* [WORK TO COMPLETE]
Go through the lines below and count those that contain "Libertad"; the number is all that should be returned.

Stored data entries
· · · ·
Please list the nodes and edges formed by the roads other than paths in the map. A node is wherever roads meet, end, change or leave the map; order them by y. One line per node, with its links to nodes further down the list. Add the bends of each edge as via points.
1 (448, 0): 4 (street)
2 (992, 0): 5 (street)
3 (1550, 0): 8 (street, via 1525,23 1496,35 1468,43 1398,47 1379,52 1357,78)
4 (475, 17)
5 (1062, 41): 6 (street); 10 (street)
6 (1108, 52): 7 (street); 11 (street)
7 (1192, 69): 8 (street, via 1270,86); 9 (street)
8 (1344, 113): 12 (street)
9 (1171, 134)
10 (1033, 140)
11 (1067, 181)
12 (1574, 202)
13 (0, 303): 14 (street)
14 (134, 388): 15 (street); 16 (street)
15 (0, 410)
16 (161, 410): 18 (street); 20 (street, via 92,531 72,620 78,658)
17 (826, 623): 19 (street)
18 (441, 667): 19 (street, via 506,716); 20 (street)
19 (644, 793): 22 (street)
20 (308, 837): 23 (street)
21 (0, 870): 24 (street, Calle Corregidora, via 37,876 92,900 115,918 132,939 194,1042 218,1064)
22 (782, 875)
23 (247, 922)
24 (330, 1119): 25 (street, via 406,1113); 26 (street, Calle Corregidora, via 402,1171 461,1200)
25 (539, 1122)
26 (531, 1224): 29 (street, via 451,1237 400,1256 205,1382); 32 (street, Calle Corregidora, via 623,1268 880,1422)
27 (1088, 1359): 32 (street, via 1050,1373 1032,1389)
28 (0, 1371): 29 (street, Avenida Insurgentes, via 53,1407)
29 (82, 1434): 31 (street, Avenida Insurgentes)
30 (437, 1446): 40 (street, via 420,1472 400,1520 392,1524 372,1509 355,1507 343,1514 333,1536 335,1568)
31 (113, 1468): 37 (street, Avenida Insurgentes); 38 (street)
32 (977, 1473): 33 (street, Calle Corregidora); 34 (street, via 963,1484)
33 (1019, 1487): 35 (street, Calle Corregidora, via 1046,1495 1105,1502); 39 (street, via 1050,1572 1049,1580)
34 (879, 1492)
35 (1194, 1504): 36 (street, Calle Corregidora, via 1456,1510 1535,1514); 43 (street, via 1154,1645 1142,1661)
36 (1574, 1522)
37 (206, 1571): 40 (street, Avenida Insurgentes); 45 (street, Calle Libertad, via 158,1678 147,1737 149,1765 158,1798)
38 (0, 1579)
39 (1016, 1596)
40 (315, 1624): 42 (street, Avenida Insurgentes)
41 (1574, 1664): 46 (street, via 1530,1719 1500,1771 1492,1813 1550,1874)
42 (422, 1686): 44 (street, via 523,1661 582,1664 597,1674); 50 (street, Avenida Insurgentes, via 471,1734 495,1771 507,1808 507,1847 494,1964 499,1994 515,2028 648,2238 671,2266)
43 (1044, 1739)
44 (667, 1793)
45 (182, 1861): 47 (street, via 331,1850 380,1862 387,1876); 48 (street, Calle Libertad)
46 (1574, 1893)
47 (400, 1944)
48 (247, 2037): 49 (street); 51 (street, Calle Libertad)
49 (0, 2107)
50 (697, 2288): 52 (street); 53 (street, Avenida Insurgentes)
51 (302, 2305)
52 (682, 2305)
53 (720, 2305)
· · · ·
* [RESULT OF THIS EXERCISE]
3